Ich meine aber auch jene Lokalpolitiker, die die vierte Gewalt verkennen. Es geht schließlich auch um das Zusammenspiel der Gewalten, nicht immer sind sie sauber zu trennen - nicht immer müssen sie das, oder? Unsere Unabhängigkeit ist uns viel wert. Aber manchmal ist die Zusammenarbeit nötig - und daran ist, so sehe ich es jedenfalls, auch nichts Schlimmes. Solange man es immer noch schafft, die Distanz und Unabhängigkeit zu wahren, sich nicht vereinnahmen lässt, sondern sachorientiert handelt.

Die wenigsten Lokalpolitiker verstehen es aber, sich einen guten Draht zur Presse aufzubauen. Sie verkennen, wie viel es wert sein kann ein guter Dealer zu sein. Haben sie Angst, man könne ihnen daraus einen Strick drehen? Nein. Es ist nicht verboten.

Viel zu viele Politiker glauben noch, es reiche auf unser Agieren zu warten. Das sind dann jene Politiker, auf die wir nur noch reagieren. Sie sagen was im Gremium und wir fragen im Anschluss mal nach. Sie überraschen uns mit Bürger-Umfragen in unserem Briefkasten und wir reagieren. Wir mögen es aber nicht, jemandem nachzurennen. Viel zu wenige Politiker im Lokalen haben auch nur im Ansatz Ahnung von Pressearbeit. Pressearbeit versteht hier nicht allein das Versenden von Pressemitteilungen. Nein. 

Es geht darum, mit der Presse zu arbeiten. Ratsamer ist es also, von sich aus auf uns zuzugehen, wenn man mal eine gute Idee hat und diese nicht im stillen Kämmerlein auf Entdeckung hoffen zu lassen - nach dem Motto "Vielleicht sehen die von der Zeitung es ja". Man kann auch mal (!) Themen setzen. Uns Ideen geben. Vor allem aber Infos, Infos, Infos. Denn davon leben wir - die anderen leben davon, Erwähnung zu finden in der Presse. Wer nicht bekannt ist, wird auch nicht (wieder) gewählt. Wessen Worte und Taten nicht mitgeteilt werden in der Öffentlichkeit der lokalen Medien, der bleibt für die Öffentlichkeit ein unbeschriebenes Blatt - inhaltslos. Aber um Inhalte geht es doch, oder?
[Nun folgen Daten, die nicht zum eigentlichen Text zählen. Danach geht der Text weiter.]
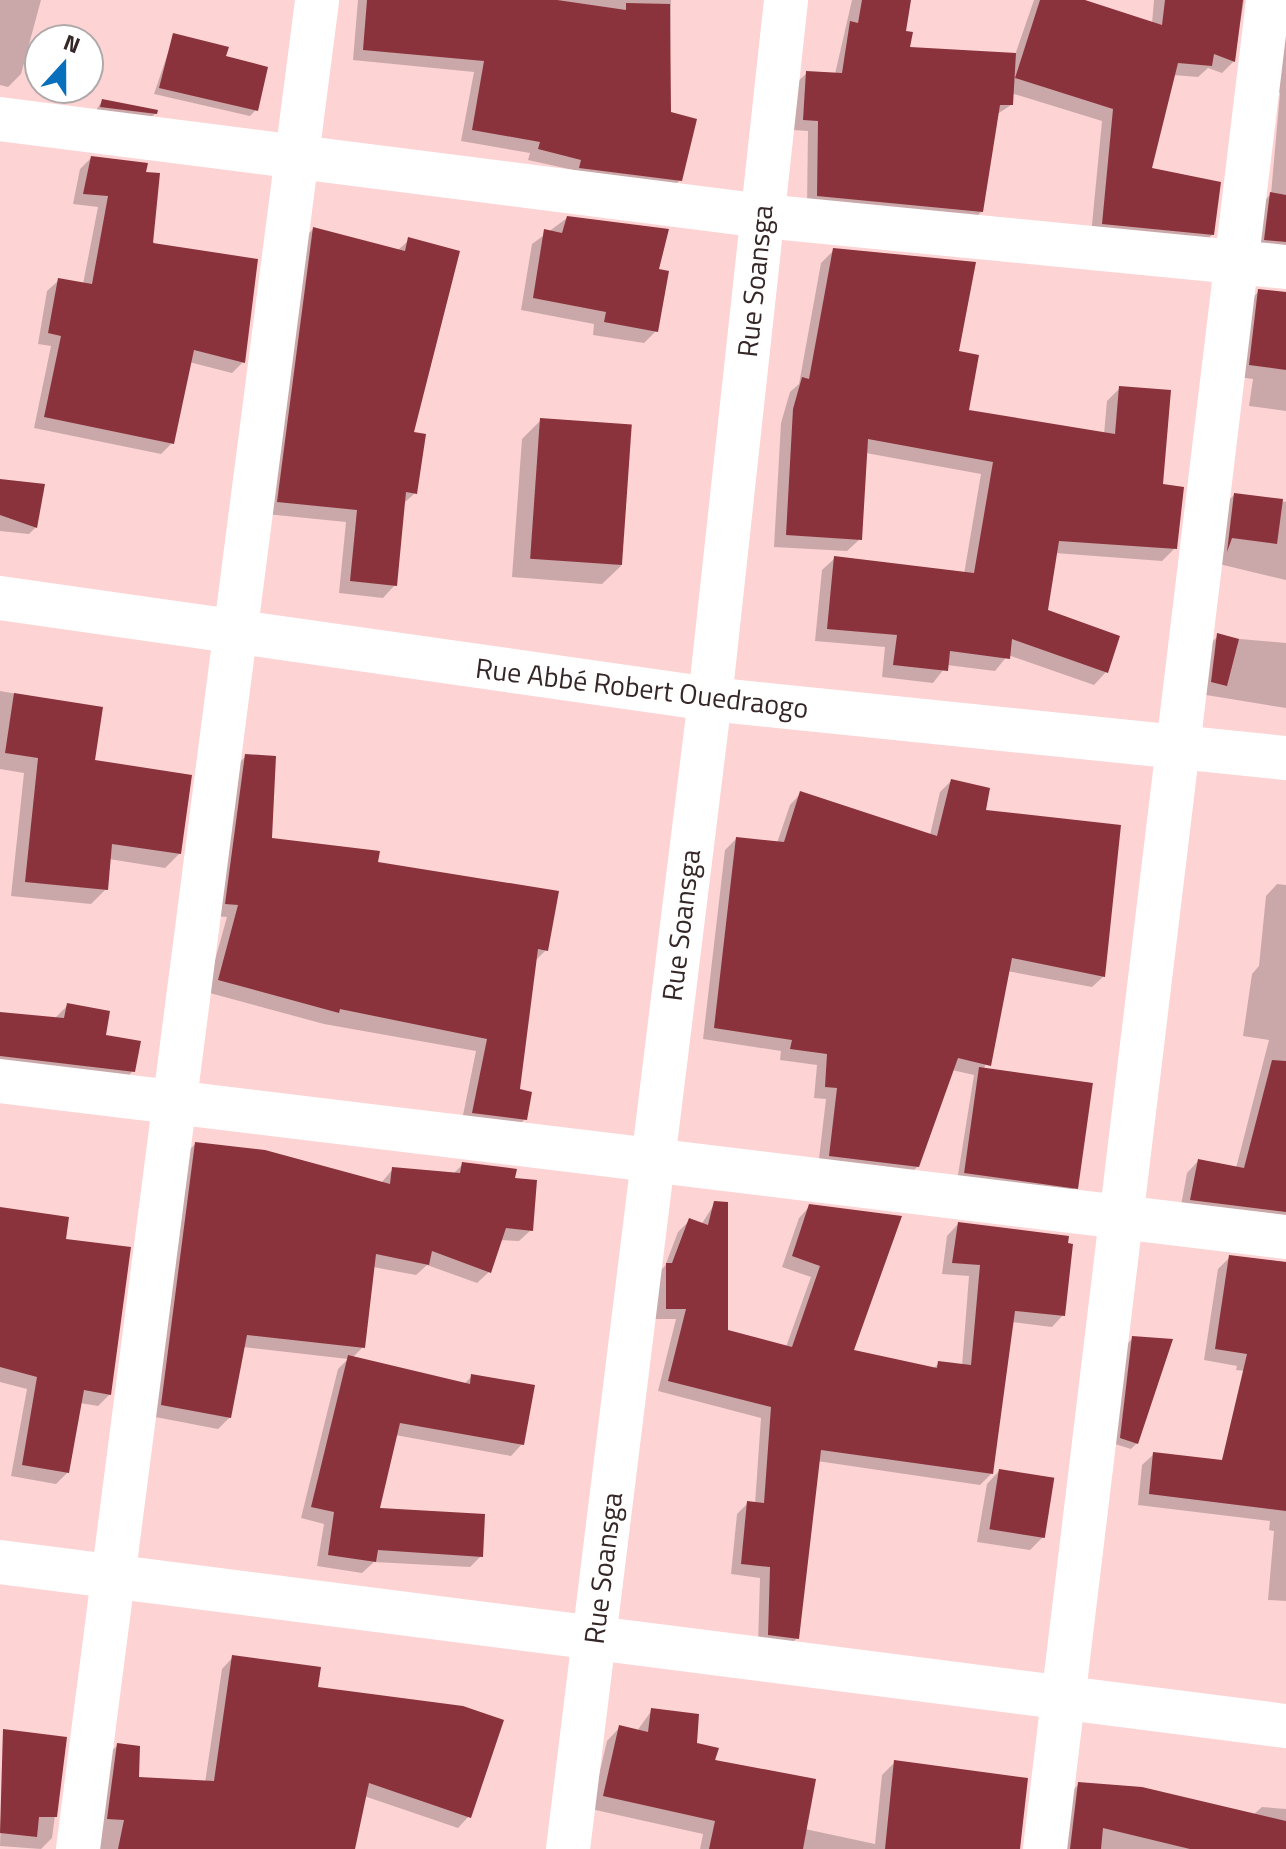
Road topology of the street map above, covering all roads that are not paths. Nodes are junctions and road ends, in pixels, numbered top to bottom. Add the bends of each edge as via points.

Also sollte man den Kontakt zu uns pflegen. Denn eitel sind wir ja auch. Wir mögen es nicht immer, den Leuten nachrennen zu müssen. Dazu müssen Lokal-Politiker auf uns zugehen und auch mal aus dem Nähkästchen nicht öffentlicher Sitzungen plaudern und so die Dinge ans Licht bringen (lassen). Und auch Journalisten gehen dann auf Politiker zu und geben Hinweise zu Dingen, die der Politiker so vielleicht noch gar nicht gesehen hatte. Oder sie geben Tipps, was Politiker noch anschieben könnten. Sie, die Politiker, lassen uns die Dinge ans Licht bringen. Und wir beleuchten die Dinge für sie, zeigen sie vielleicht erst auf. Ein Licht leuchtet quasi für das andere - eine Hand wäscht die andere. Dann können sich Dinge verändern lassen, wenn es manchmal auch nur Kleinigkeiten sind.

Dies alles ist sicher nicht der Weisheit letzter Schluss. Aber ich finde es vollkommen korrekt, dass ich manchmal gewalttätig werde.